Martin-Heinz Ehlert (r.) mit Hans-Joachim Fenske ©privat - BSC-Clubmagazin
In Memoriam Martin-Heinz Ehlert
Wie wir erst kürzlich erfahren haben, ist Martin-Heinz Ehlert am 15. Juni 2016 im Alter von 84 Jahren verstorben.
Der Berliner Sport-Club widmet seinem langjährigen Mitglied der Hockeyabteilung und Kassenwart im Clubmagazin vom Dezember auf zwei Seiten einen ehrenden Nachruf. Als er nach dem Tod seiner Frau selbst ins Krankenhaus kam, bat er seine Sportfreunde, davon kein Aufheben zu machen. Er war im Leben zurückhaltend und bescheiden, aber mit großem Tatendrang ausgestattet.
Nach seiner Pensionierung wurde die Zeitgeschichte des Sports seine Passion, vornehmlich die jüdische Schulgeschichte und das Erforschen der 1933 aus den Berliner Sportvereinen ausgeschlossenen jüdischen Sportlerinnen und Sportler.
Dem Schicksal von Lilli Henoch, der Spitzenathletin der zwanziger Jahre und Leiterin der BSC-Frauenabteilung, ist er nachgegangen und hat ihren Namen dem Vergessen entrissen. Das Frauensportfest des BSC trägt ihren Namen.
Er war dabei und half mit von ihm gesammelten Dokumenten und Zeitungsberichten, als die Werferhalle in Hohenschönhausen, der Sportplatz am Tempodrom und die architektonisch auffällige Sporthalle am Winterfeldplatz den Namen der zehnmaligen Deutschen Meisterin (Kugelstoß, Diskuswurf, Weitsprung und 4.100 Meter-Staffel) und vierfachen Weltrekordlerin erhielt.
Eine von ihm zusammengestellte Ausstellung „Vom goldenen Adler zum gelben Stern“ wurde im ‚Haus des Sports‘, in Rathäusern und Schulen gezeigt. Sein Hauptanliegen war, jungen Menschen die jüngste, unheilvolle Geschichte interessant und einfühlsam zu vermitteln.
In seinen Vorträgen über das jüdische Schulwesen und den Sport sprach er gern vor Schulklassen und Gruppen des evangelischen Bildungswerkes. Über die jüdische Schulleiterin Paula Fürst hat er 2005 ein Buch geschrieben. Die seit der Leichtathletik-WM gezeigte große Wanderausstellung der Bundeszentrale für Politische Bildung „Vergessene Rekorde“ hat er mit seinen Detailkenntnissen unterstützt.

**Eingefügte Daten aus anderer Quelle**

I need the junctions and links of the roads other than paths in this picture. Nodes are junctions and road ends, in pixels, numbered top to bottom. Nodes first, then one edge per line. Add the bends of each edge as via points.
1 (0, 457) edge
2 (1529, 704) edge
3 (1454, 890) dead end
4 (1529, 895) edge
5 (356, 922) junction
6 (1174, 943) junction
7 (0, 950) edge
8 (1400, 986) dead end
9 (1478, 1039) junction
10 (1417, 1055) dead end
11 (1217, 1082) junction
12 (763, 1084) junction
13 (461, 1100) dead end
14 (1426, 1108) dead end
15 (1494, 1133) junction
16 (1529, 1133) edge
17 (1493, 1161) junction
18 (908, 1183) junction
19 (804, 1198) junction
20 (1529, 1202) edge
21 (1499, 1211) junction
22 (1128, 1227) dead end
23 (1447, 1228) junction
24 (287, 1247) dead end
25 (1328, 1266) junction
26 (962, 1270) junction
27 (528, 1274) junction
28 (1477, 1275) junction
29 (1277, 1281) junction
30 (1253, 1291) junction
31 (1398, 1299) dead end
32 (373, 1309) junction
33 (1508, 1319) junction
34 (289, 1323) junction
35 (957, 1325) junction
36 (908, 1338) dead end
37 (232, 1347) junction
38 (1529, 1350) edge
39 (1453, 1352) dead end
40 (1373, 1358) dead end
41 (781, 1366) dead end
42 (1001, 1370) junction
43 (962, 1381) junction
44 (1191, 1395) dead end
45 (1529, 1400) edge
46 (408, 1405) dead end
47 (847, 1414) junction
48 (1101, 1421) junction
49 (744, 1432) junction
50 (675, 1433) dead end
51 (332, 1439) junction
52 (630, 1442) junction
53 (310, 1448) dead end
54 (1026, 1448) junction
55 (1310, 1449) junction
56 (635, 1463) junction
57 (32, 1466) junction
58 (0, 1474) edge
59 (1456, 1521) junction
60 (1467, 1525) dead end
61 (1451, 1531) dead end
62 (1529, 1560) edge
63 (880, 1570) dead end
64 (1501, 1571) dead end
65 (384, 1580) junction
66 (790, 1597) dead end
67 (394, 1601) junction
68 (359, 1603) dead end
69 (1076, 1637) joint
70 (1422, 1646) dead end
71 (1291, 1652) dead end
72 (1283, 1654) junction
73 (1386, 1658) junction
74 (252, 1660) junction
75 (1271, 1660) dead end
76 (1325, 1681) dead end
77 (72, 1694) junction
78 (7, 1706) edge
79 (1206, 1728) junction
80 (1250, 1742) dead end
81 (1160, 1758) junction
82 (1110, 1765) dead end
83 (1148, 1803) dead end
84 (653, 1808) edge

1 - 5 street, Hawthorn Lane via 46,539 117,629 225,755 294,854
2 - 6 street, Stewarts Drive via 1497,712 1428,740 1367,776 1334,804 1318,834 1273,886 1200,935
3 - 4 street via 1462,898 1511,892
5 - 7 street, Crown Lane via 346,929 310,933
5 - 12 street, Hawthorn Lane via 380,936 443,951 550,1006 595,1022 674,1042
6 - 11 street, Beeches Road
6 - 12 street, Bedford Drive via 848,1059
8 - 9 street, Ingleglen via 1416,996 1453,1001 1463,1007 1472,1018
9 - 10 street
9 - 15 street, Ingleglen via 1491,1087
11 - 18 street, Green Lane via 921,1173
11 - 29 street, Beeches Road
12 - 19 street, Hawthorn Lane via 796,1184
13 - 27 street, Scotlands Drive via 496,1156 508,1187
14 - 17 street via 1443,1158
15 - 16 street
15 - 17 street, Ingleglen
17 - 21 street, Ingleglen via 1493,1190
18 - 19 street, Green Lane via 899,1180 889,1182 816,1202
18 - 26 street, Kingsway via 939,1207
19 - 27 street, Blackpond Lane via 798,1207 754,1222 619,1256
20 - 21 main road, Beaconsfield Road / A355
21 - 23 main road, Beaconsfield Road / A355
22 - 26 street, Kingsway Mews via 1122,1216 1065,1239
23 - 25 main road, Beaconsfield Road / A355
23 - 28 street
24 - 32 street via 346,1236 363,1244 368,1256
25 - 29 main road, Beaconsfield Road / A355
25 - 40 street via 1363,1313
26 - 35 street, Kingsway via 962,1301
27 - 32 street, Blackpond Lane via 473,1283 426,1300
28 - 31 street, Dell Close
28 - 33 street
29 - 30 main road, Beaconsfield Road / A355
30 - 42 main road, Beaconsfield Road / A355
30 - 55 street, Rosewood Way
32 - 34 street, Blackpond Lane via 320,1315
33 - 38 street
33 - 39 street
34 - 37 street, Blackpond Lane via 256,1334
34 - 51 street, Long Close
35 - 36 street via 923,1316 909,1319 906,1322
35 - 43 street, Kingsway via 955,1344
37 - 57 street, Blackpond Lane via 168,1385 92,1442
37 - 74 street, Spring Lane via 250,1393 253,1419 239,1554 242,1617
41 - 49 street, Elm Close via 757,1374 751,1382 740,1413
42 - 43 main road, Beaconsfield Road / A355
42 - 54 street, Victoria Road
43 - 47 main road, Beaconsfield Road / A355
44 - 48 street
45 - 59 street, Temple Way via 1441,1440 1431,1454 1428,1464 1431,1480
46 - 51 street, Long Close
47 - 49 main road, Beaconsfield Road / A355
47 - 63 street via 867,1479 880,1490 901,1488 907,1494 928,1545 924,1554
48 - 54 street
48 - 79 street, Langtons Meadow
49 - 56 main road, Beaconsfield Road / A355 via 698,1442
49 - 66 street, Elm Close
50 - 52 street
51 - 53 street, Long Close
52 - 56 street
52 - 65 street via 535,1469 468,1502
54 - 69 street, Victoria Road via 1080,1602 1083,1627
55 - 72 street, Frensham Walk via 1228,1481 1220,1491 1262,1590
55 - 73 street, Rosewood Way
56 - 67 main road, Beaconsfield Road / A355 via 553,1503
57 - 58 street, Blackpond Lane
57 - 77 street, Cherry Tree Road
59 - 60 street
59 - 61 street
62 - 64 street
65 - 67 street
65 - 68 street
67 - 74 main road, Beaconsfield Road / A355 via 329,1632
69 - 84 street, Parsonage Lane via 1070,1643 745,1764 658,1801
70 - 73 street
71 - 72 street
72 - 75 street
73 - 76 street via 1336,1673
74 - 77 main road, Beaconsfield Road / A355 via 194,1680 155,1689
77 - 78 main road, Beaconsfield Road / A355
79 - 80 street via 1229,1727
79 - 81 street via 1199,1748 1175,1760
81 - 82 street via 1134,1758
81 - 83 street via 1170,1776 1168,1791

Im vergangenen Jahr hatte ihn Inge Deutschkron überredet, an der Ausstellung „Verdrängt, verfolgt, vergessen“ mitzuarbeiten, die im Museum ‚Blindenwerkstatt Otto Weidt‘ in den Hackeschen Höfen gezeigt wird. Sie widmet sich den Lebensbildern von 14 jüdischen Sportlerinnen und Sportlern, darunter auch denen von Vereins- und Verbandsvorsitzenden wie Justus Meyerhof und Werner Ruhemann.
Inge Deutschkron, Gert Rosenthal und Klaus Böger haben die Ausstellung im Januar 2016 eröffnet. Martin-Heinz Ehlert musste wegen des Todes seiner Frau absagen, nun hat sich sein eigenes Leben vollendet.

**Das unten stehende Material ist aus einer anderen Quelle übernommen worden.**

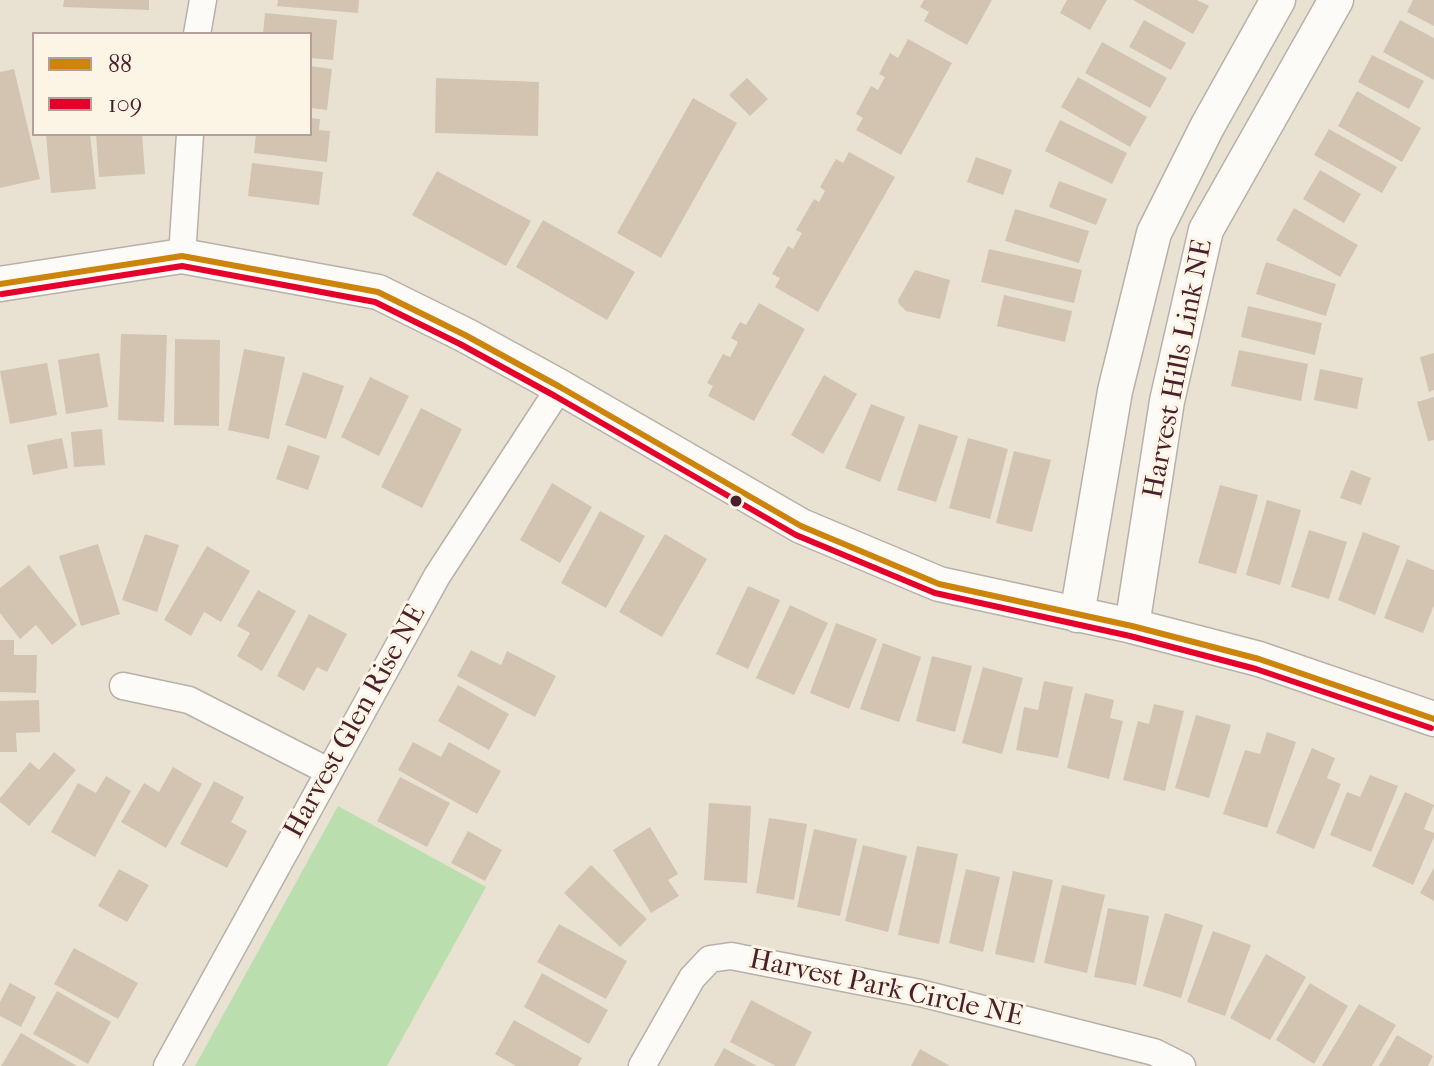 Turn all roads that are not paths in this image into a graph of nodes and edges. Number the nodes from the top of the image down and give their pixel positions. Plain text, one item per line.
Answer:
1 (203, 0) edge
2 (1278, 0) edge
3 (1336, 0) edge
4 (197, 32) edge
5 (190, 136) edge
6 (182, 256) junction
7 (0, 284) edge
8 (560, 387) junction
9 (1077, 615) junction
10 (1132, 626) junction
11 (123, 686) dead end
12 (1434, 719) edge
13 (328, 771) junction
14 (167, 1066) edge
15 (642, 1066) edge
16 (1182, 1066) edge

1 - 4 street
2 - 9 street, Harvest Hills Link NE
3 - 10 street, Harvest Hills Link NE
5 - 6 street
6 - 7 street
6 - 8 street
8 - 9 street
8 - 13 street, Harvest Glen Rise NE
9 - 10 street
10 - 12 street
11 - 13 street
13 - 14 street, Harvest Glen Rise NE
15 - 16 street, Harvest Park Circle NE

Im vor wenigen Wochen erschienenen Katalog der Ausstellung finden sich noch drei seiner letzten Beiträge zum jüdischen Sport. Er hat darin auch das Schweigen über die Gründung des antisemitischen Deutschen Sport-Clubs (DSC) gebrochen, dem sich 1922 eine große Zahl ehemaliger BSC-Athleten anschloss.

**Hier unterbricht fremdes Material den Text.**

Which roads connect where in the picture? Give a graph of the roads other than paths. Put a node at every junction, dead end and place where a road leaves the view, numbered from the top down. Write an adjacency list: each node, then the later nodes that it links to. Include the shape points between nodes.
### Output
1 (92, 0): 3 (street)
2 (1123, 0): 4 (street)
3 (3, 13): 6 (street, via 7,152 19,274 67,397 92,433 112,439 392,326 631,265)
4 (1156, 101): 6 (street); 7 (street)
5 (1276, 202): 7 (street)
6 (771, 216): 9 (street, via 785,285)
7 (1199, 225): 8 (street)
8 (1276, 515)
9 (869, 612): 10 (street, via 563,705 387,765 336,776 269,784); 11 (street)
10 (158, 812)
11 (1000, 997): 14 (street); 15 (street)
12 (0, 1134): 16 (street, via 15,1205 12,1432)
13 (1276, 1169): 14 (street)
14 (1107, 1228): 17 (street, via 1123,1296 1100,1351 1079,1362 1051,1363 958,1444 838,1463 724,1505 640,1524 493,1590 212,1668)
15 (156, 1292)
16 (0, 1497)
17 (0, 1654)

Ein Verein, der in der NS-Zeit stolz darauf war, sich schon elf Jahre vor Hitlers Machtergreifung selbst ‚gleichgeschaltet‘ zu haben. Mit der Erforschung der braunen Vergangenheit von Berliner Vereinen und Verbänden darunter auch der 60 (!) seit 1890 bestehenden ‚Deutschen Turnvereine (DTV)‘, wurde erst im letzten Jahrzehnt sehr zögerlich begonnen.
Martin-Heinz Ehlert, Träger der Charlottenburger Bürgermedaille und der Sportplakette des Senats, hat mitgeholfen, der jungen Generation die Wahrheit zu sagen.